The year 2020 will go down in history as the year of Wi-Fi advances, as the industry is granted numerous changes and improvements in the spectrum. When it comes to Wi-Fi connectivity, speed is the key, and it is precisely this point that has been evolving rapidly in recent years.

First, in 2019, Wi-Fi 6, a new and faster version of Wi-Fi, came to market. Now, the U.S. Federal Communications Commission (FCC) has unanimously approved the expansion of the spectrum that will now use the unlicensed 6 GHz band, to be known as Wi-Fi 6E, which could become the most important advance yet, reaching the U.S. by the end of 2020. Other countries have yet to make the same decision, so Wi-Fi 6E still faces regulatory barriers in much of the world.

This decision has been due to the increase in connected devices expected in the coming years with the irruption of IoT and other technologies, and with it the future of the Internet will be faster and smarter.

What is Wi-Fi 6E?

Today, most equipment uses WiFi 4 and WiFi 5, and these two technologies use either 2.4Ghz or 5Ghz bands. For its part, Wi-Fi 6E is the next generation of Wi-Fi connections and a slight evolution of Wi-Fi 6 that was launched last year and is still being implemented.

Wi-Fi 6E offers higher speeds for compatible devices, as it can use both the typical 2.4Ghz band and the 5Ghz band, but also adds the 6Ghz band to the Wi-Fi 6. That is, when Wi-Fi 6 was introduced, its main feature was that it could use both the 2.4Ghz and 5Ghz bands, but it stayed there. With the Wi-Fi 6E also adds 1.2Ghz more to that Wi-Fi 6, so you can cover more than 6Ghz. This is why the new Wi-Fi 6E is also known as 6Ghz Wi-Fi.

In addition, this new spectrum offers additional channels that do not overlap, namely 14 additional 80 MHz channels and 7 additional 160 MHz channels, compared to currently only 2 channels can be configured in 160MhZ.

It basically quadruples the space available for routers and other devices, which means significantly more bandwidth, will avoid connection and interference problems, and will minimize congestion for any device that can take advantage of it.

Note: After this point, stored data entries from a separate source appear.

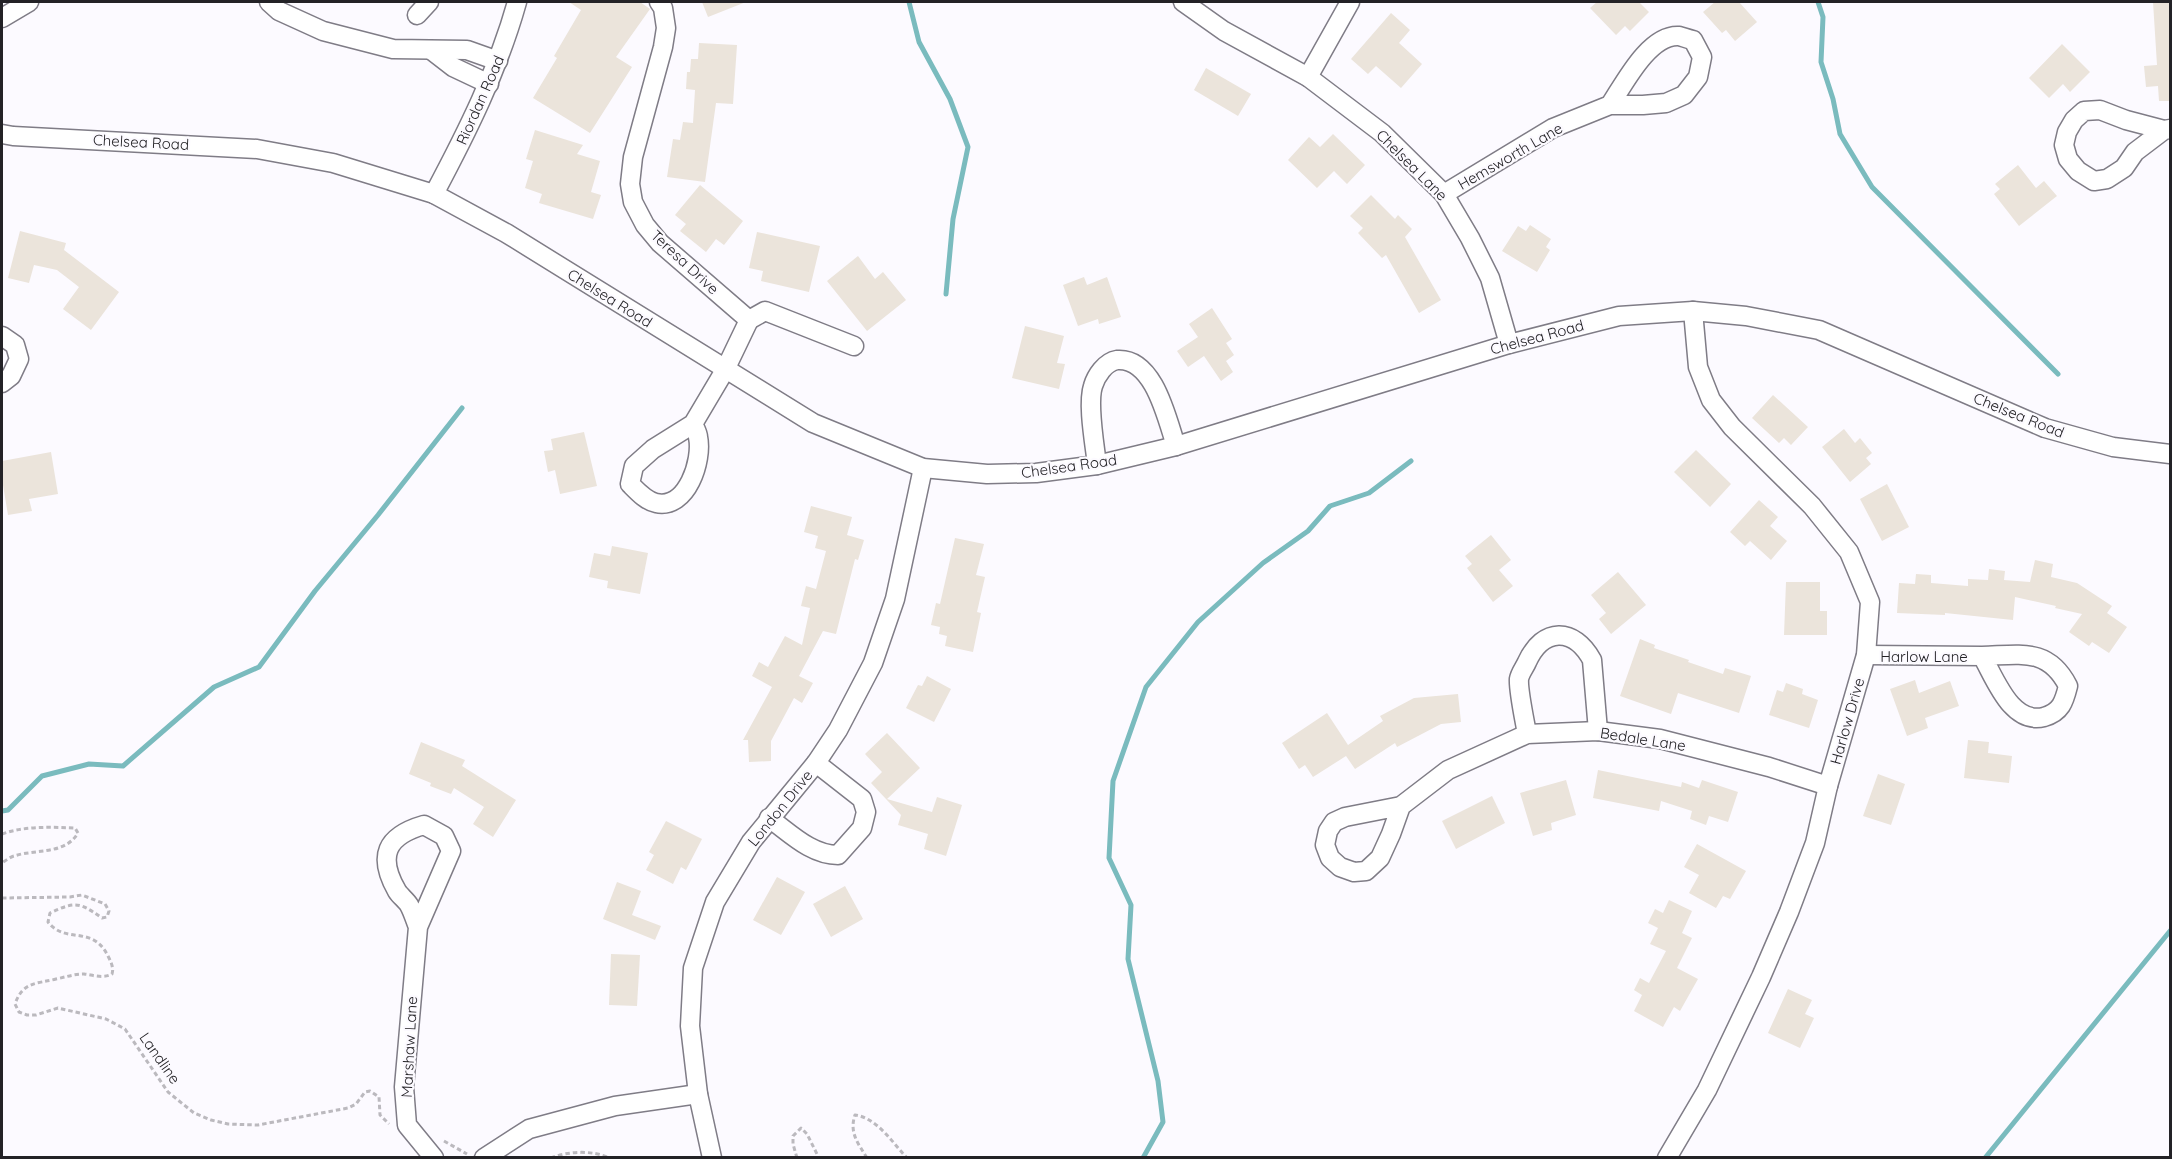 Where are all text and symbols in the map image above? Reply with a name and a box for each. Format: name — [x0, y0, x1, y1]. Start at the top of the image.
street label: Riordan Road — [452, 52, 508, 148]
street label: Hemsworth Lane — [1454, 118, 1566, 194]
street label: Chelsea Lane — [1372, 125, 1452, 205]
street label: Chelsea Road — [92, 130, 190, 154]
street label: Teresa Drive — [647, 226, 723, 298]
street label: Chelsea Road — [564, 264, 656, 332]
street label: Chelsea Road — [1488, 315, 1586, 359]
street label: Chelsea Road — [1971, 388, 2067, 442]
street label: Chelsea Road — [1020, 450, 1118, 482]
street label: Harlow Lane — [1880, 647, 1968, 666]
street label: Harlow Drive — [1826, 675, 1868, 767]
street label: Bedale Lane — [1599, 723, 1687, 755]
street label: London Drive — [743, 766, 817, 850]
street label: Marshaw Lane — [397, 996, 421, 1098]
street label: Landline — [135, 1029, 185, 1087] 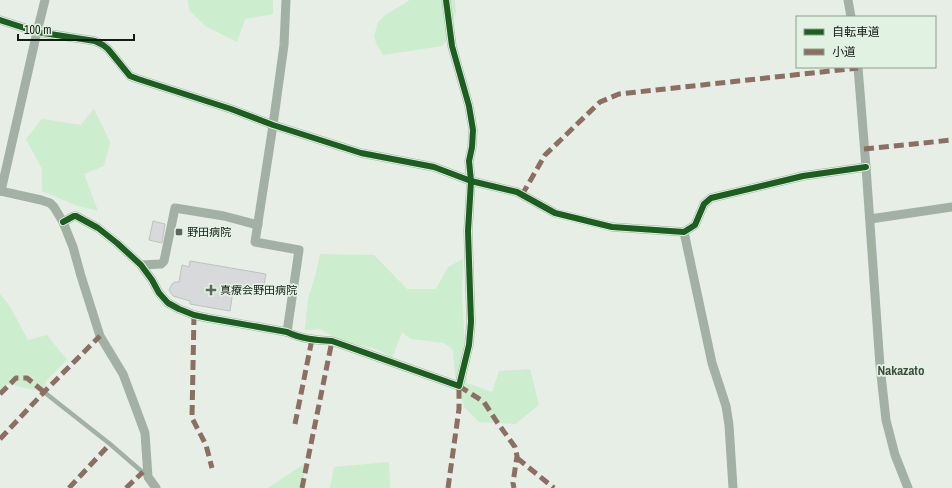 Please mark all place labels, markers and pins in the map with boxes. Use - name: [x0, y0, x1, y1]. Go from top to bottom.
- place label: 野田病院: [187, 225, 231, 239]
- marker: 野田病院: [174, 227, 184, 237]
- place label: 真療会野田病院: [220, 283, 297, 297]
- marker: 真療会野田病院: [205, 284, 217, 296] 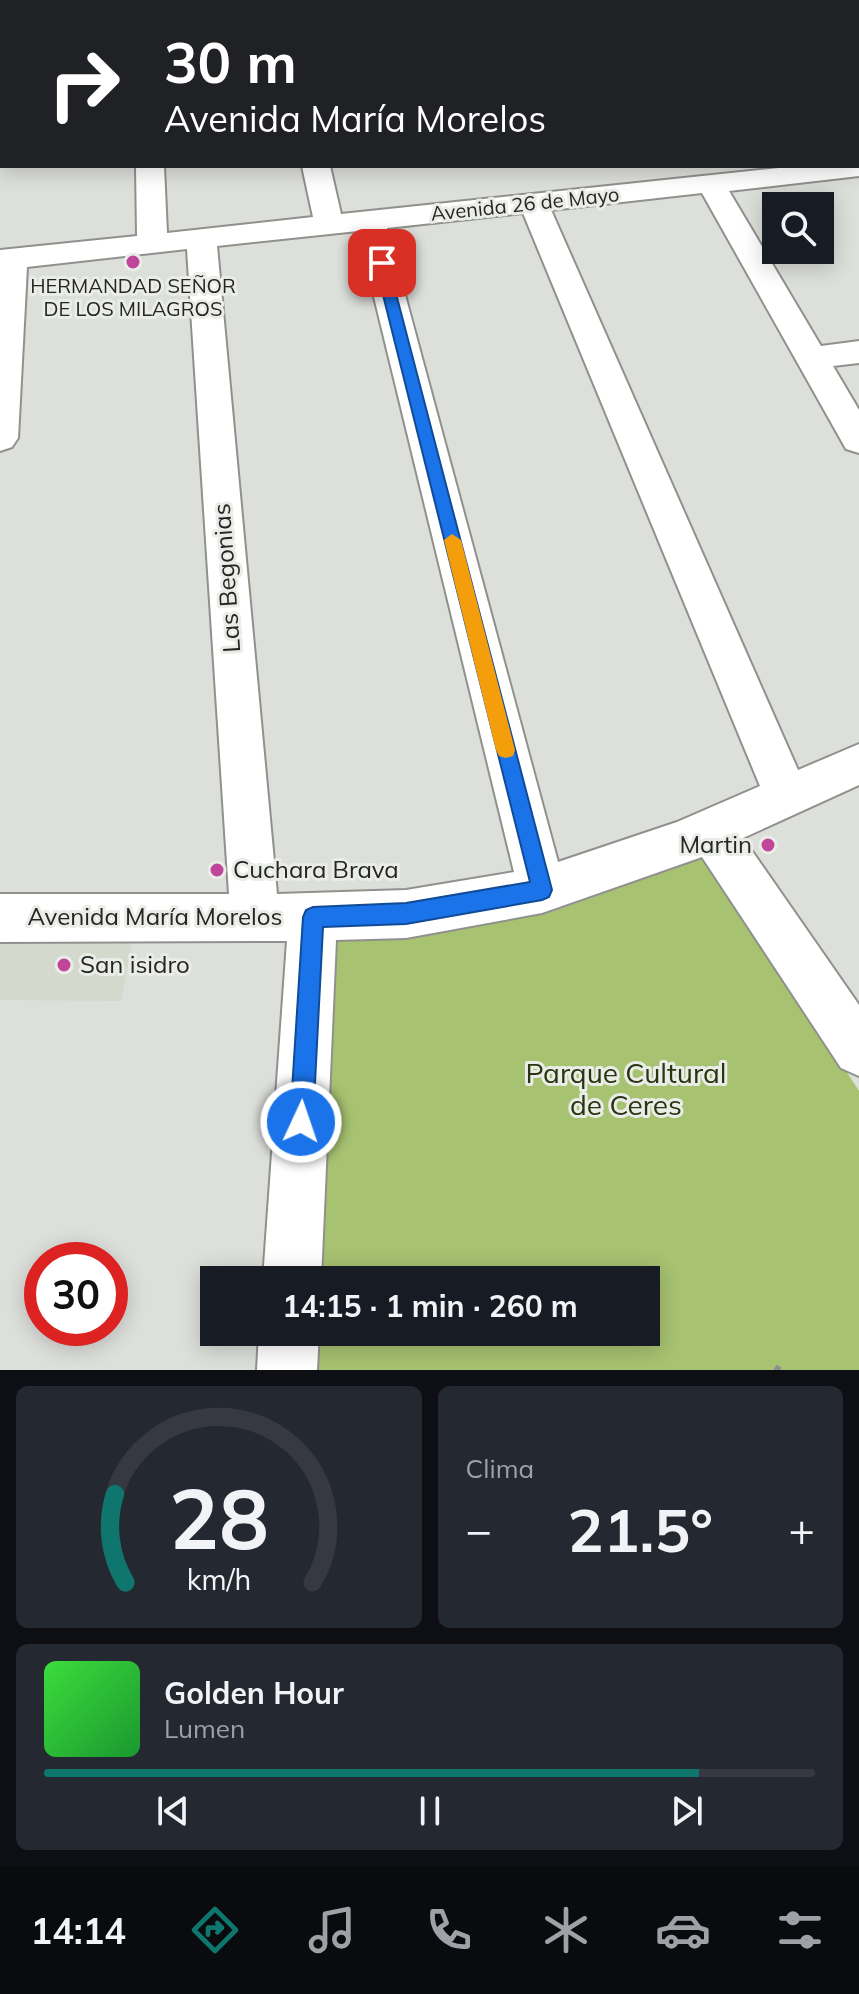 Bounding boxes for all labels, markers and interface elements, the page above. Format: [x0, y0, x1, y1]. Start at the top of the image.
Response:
text: 30 m [164, 27, 297, 97]
icon: right [32, 32, 136, 136]
text: Avenida María Morelos [164, 96, 546, 141]
street label: Avenida 26 de Mayo [429, 181, 620, 226]
map controls [762, 192, 834, 264]
button: search [762, 192, 834, 264]
pin [348, 229, 416, 297]
icon: arrive [360, 241, 404, 285]
marker: HERMANDAD SEÑOR DE LOS MILAGROS [124, 253, 142, 271]
place label: HERMANDAD SEÑOR DE LOS MILAGROS [30, 273, 236, 321]
street label: Las Begonias [206, 503, 246, 654]
place label: Martin [679, 829, 752, 859]
marker: Martin [759, 836, 777, 854]
place label: Cuchara Brava [233, 854, 399, 884]
marker: Cuchara Brava [208, 861, 226, 879]
street label: Avenida María Morelos [28, 901, 282, 931]
place label: San isidro [80, 949, 190, 979]
marker: San isidro [55, 956, 73, 974]
park label: Parque Cultural de Ceres [526, 1055, 726, 1122]
position arrow [259, 1080, 343, 1164]
speed limit sign: 30 [24, 1242, 128, 1346]
text: 14:15 · 1 min · 260 m [282, 1287, 578, 1325]
text: Clima [466, 1452, 534, 1485]
text: 28 [169, 1465, 269, 1570]
text: 21.5° [567, 1492, 713, 1567]
text: − [466, 1502, 492, 1557]
text: + [789, 1502, 815, 1557]
text: km/h [186, 1561, 251, 1597]
text: Golden Hour [164, 1674, 344, 1712]
text: Lumen [164, 1712, 245, 1745]
icon: previous [151, 1789, 195, 1833]
icon: pause [408, 1789, 452, 1833]
icon: next [665, 1789, 709, 1833]
icon: directions [187, 1902, 243, 1958]
icon: music [304, 1902, 360, 1958]
icon: phone [421, 1902, 477, 1958]
icon: climate [538, 1902, 594, 1958]
icon: car [655, 1902, 711, 1958]
icon: filters [772, 1902, 828, 1958]
text: 14:14 [31, 1908, 126, 1953]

It is expected to be twice as fast as the current standard.

Many technology companies support the action:

Amazon believes that “the Wi-Fi 6E will pave the way for a more innovative future and allow us to deliver a smarter, faster and more convenient customer experience”.

Facebook said that “the move comes at a critical time to improve Internet connectivity and will complement the 5G implementation”.

However, some companies, including utilities, have expressed concerns about the use of this new spectrum:

 AT&T Inc believes that it “will allow the introduction of devices that can damage, or even eliminate, the links in the networks that monitor our electrical network”.

Benefits of Wi-Fi 6E

The 1,200 Mhz used by the Wi-Fi 6E will allow significantly higher transfer rates on devices connected to the same network. Wi-Fi 6E devices take advantage of wider channels and additional capacity to offer higher network performance and support more Wi-Fi users at once, even in very dense and congested environments such as public spaces, airports, stadiums, etc.

The greater the number of channels, the less interference there will be in connections between different devices, congestion can be minimized, and communication will not be degraded and will be smoother and faster.

For example, if content is to be transmitted in 4K resolution with a high bit rate, or use augmented reality or virtual reality, having this bandwidth will be essential for an optimal user experience.

At the same time, the 6GHz spectrum would only be available for new generation compatible devices, so it will not be slowed down by slower devices. But for those devices that still use earlier generations of Wi-Fi, the benefit of freed-up bandwidth will also increase their connectivity, as Wi-Fi 6E absorbs the higher performance use cases.

In other words, Wi-Fi 6E devices will be compatible with Wi-Fi 6 versions and earlier Wi-Fi standards. However, taking advantage of these new 6GHz channels will require the use of compatible devices.

However, this new spectrum also generates a series of problems, and that is that it will not always be possible to take advantage of this speed, as the signal has less penetration capacity. This means that it passes through the walls more slowly, which means that if a person moves away from the router, he or she may have a greater loss of speed.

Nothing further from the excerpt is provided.